### Aim of the task
Look through the material that follows and show every line with the string "road".

◇ ◇ ◇ ◇ ◇

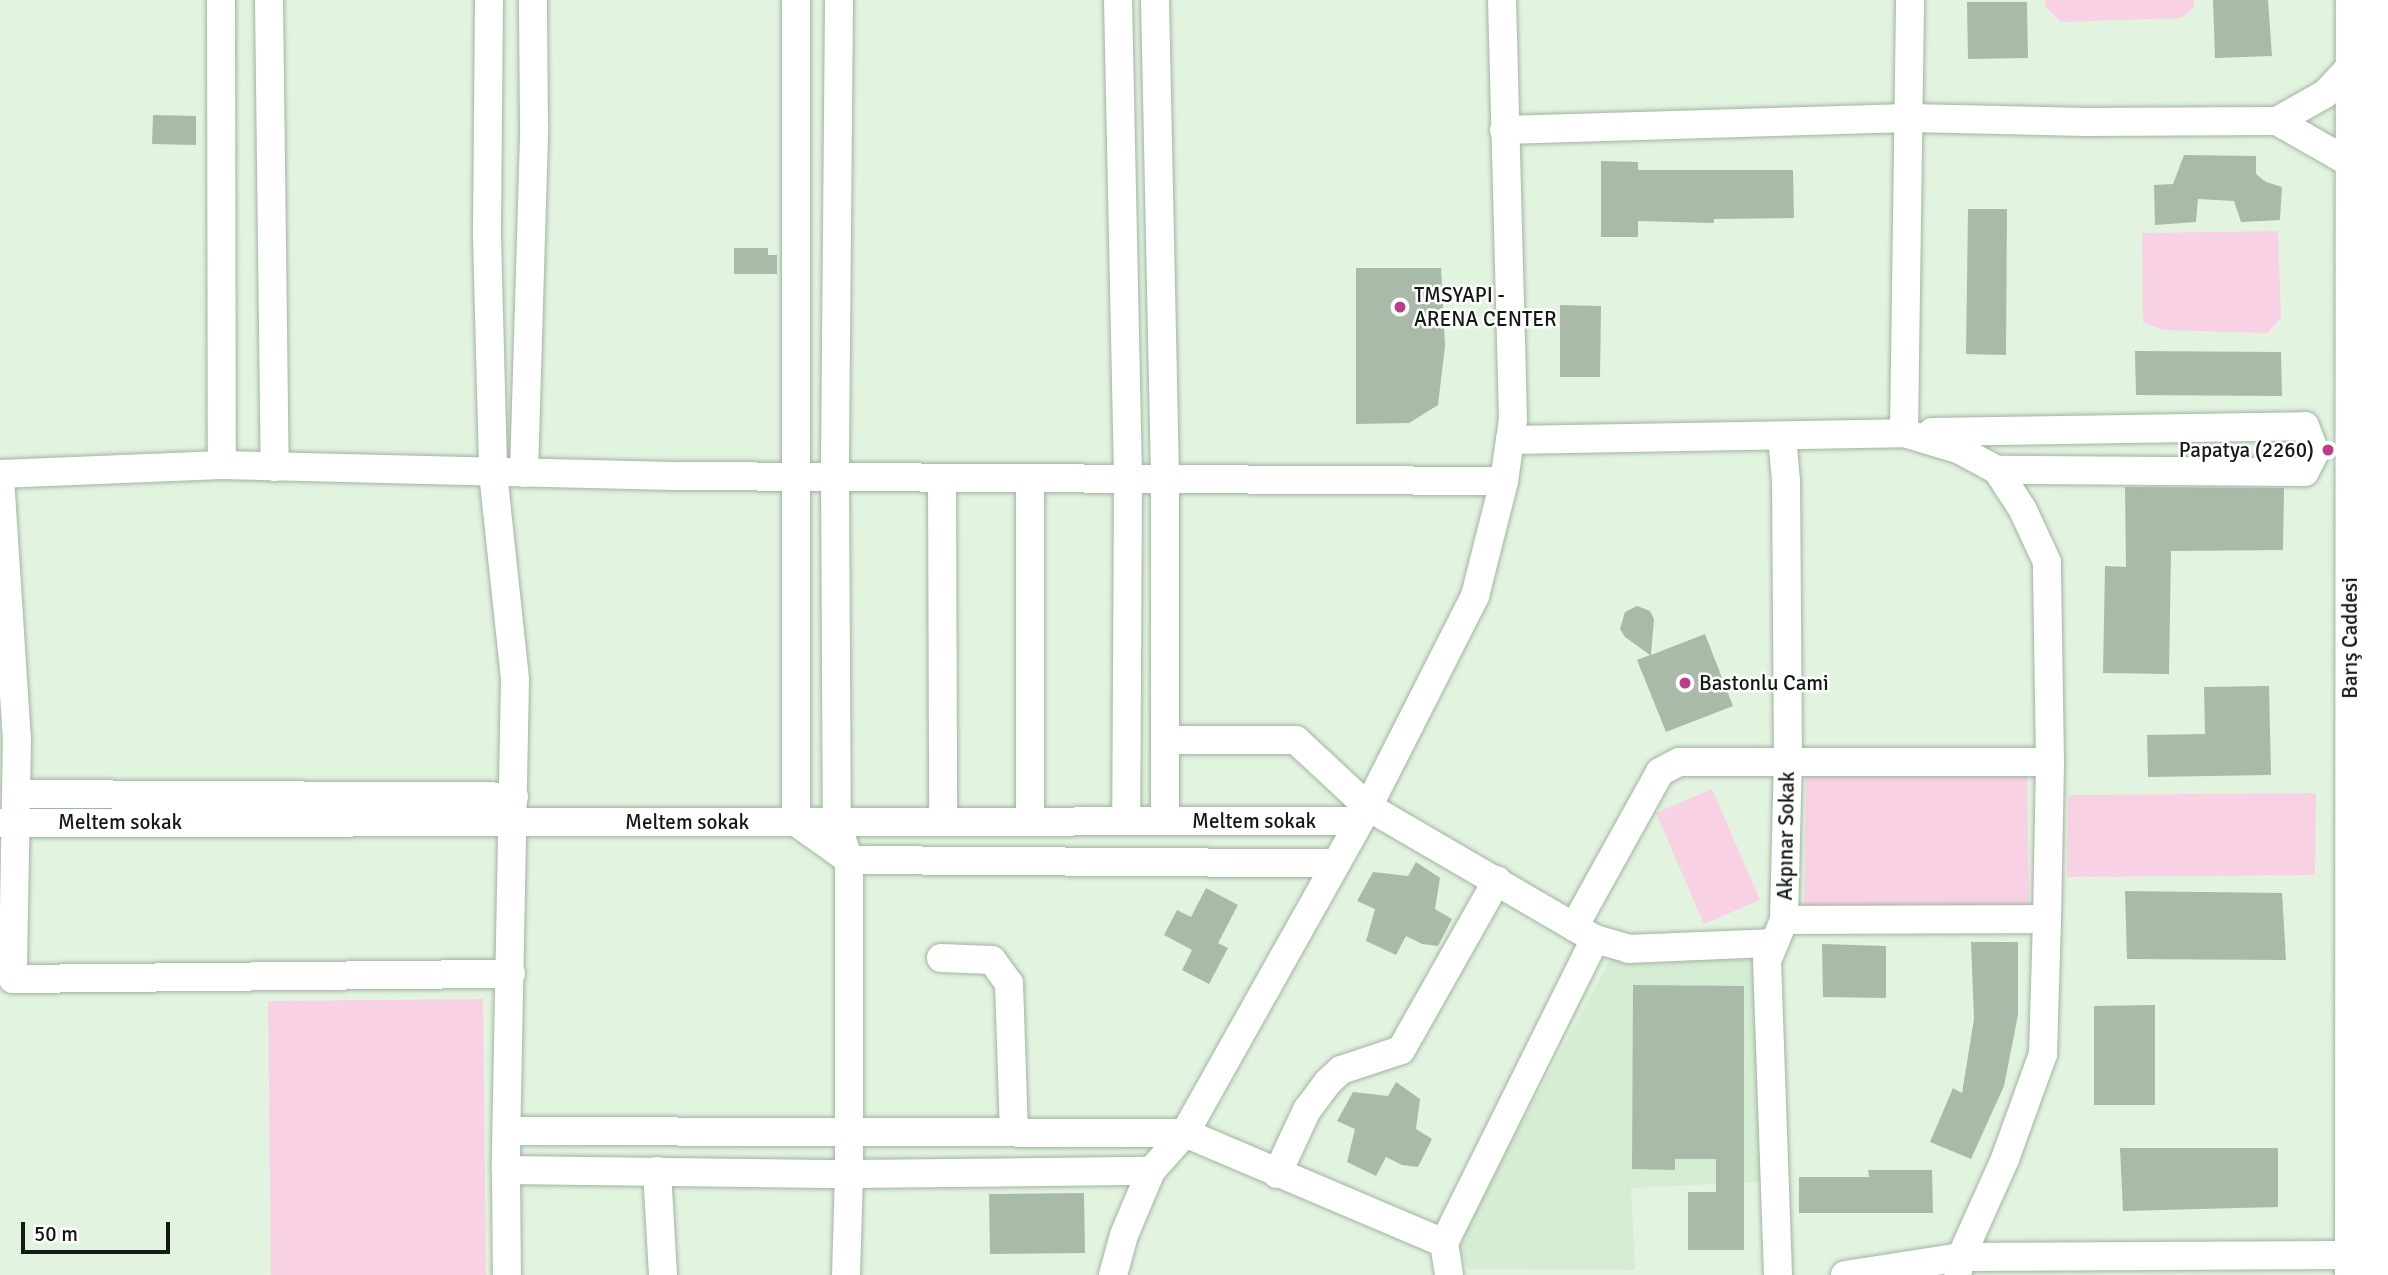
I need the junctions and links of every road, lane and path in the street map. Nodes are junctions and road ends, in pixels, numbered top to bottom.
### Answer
1 (220, 0) edge
2 (269, 0) edge
3 (489, 0) edge
4 (533, 0) edge
5 (796, 0) edge
6 (839, 0) edge
7 (1118, 0) edge
8 (1155, 0) edge
9 (1502, 0) edge
10 (1910, 0) edge
11 (2353, 0) edge
12 (2378, 0) edge
13 (2373, 57) edge
14 (1908, 118) junction
15 (2277, 121) junction
16 (1504, 130) junction
17 (2352, 164) junction
18 (1904, 433) junction
19 (1782, 436) junction
20 (1510, 440) junction
21 (2351, 443) junction
22 (2315, 452) junction
23 (222, 465) junction
24 (275, 467) junction
25 (1997, 470) junction
26 (493, 472) junction
27 (524, 473) junction
28 (0, 476) edge
29 (794, 477) junction
30 (835, 477) junction
31 (942, 478) junction
32 (1031, 478) junction
33 (1128, 479) junction
34 (1165, 479) junction
35 (1504, 481) junction
36 (7, 683) edge
37 (8, 738) edge
38 (1165, 740) junction
39 (1788, 761) junction
40 (2050, 762) junction
41 (514, 811) junction
42 (10, 813) edge
43 (1364, 814) junction
44 (943, 821) junction
45 (1031, 821) junction
46 (1126, 821) junction
47 (1165, 821) junction
48 (796, 822) junction
49 (837, 824) junction
50 (849, 860) junction
51 (1335, 863) junction
52 (1497, 880) junction
53 (2047, 919) junction
54 (1779, 932) junction
55 (1585, 933) junction
56 (941, 958) dead end
57 (511, 974) junction
58 (508, 1130) junction
59 (847, 1130) junction
60 (1014, 1130) junction
61 (1185, 1133) junction
62 (506, 1170) junction
63 (657, 1171) junction
64 (1151, 1171) junction
65 (849, 1174) junction
66 (1277, 1174) junction
67 (1444, 1243) junction
68 (2352, 1265) edge
69 (1959, 1266) edge
70 (508, 1275) edge
71 (663, 1275) edge
72 (846, 1275) edge
73 (1113, 1275) edge
74 (1449, 1275) edge
75 (1778, 1275) edge
76 (1845, 1275) edge
77 (2381, 1275) edge

1 - 23 street
2 - 24 street
3 - 26 street
4 - 27 street
5 - 29 street
6 - 30 street
7 - 33 street
8 - 34 street
9 - 16 street
10 - 14 street
11 - 13 main road, Barış Caddesi
12 - 13 main road, Barış Caddesi
13 - 15 street
13 - 17 main road, Barış Caddesi
13 - 77 main road, Barış Caddesi
14 - 15 street
14 - 16 street
14 - 18 street
15 - 17 street
16 - 20 street
17 - 21 main road, Barış Caddesi
18 - 19 street
18 - 22 street
18 - 25 street
19 - 20 street
19 - 39 street, Akpınar Sokak
20 - 35 street
21 - 22 street
21 - 68 main road, Barış Caddesi
22 - 25 street
23 - 24 street
23 - 28 street
24 - 26 street
25 - 40 street
26 - 27 street
26 - 41 street
27 - 29 street
28 - 36 street
29 - 30 street
29 - 48 street
30 - 31 street
30 - 49 street
31 - 32 street
31 - 44 street
32 - 33 street
32 - 45 street
33 - 34 street
33 - 46 street
34 - 35 street
34 - 38 street
35 - 43 street
36 - 37 street
37 - 42 street
38 - 43 street
38 - 47 street
39 - 40 street
39 - 54 street, Akpınar Sokak
39 - 55 street
40 - 53 street
41 - 42 street, Meltem sokak
41 - 48 street, Meltem sokak
41 - 57 street
42 - 57 street
43 - 47 street, Meltem sokak
43 - 51 street
43 - 52 street
44 - 45 street, Meltem sokak
44 - 49 street, Meltem sokak
45 - 46 street, Meltem sokak
46 - 47 street, Meltem sokak
48 - 49 street, Meltem sokak
48 - 50 street
49 - 50 street
50 - 51 street, Meltem sokak
50 - 59 street
51 - 61 street
52 - 55 street
52 - 66 street
53 - 54 street
53 - 69 street
54 - 55 street
54 - 75 street, Akpınar Sokak
55 - 67 street
56 - 60 street
57 - 58 street
58 - 59 street
58 - 62 street
59 - 60 street
59 - 65 street
60 - 61 street
61 - 64 street
61 - 66 street
62 - 63 street
62 - 70 street
63 - 65 street
63 - 71 street
64 - 65 street
64 - 73 street
65 - 72 street
66 - 67 street
67 - 74 street
68 - 69 street
69 - 76 street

◇ ◇ ◇ ◇ ◇

### Result of this task
I need the junctions and links of every road, lane and path in the street map. Nodes are junctions and road ends, in pixels, numbered top to bottom.
11 - 13 main road, Barış Caddesi
12 - 13 main road, Barış Caddesi
13 - 17 main road, Barış Caddesi
13 - 77 main road, Barış Caddesi
17 - 21 main road, Barış Caddesi
21 - 68 main road, Barış Caddesi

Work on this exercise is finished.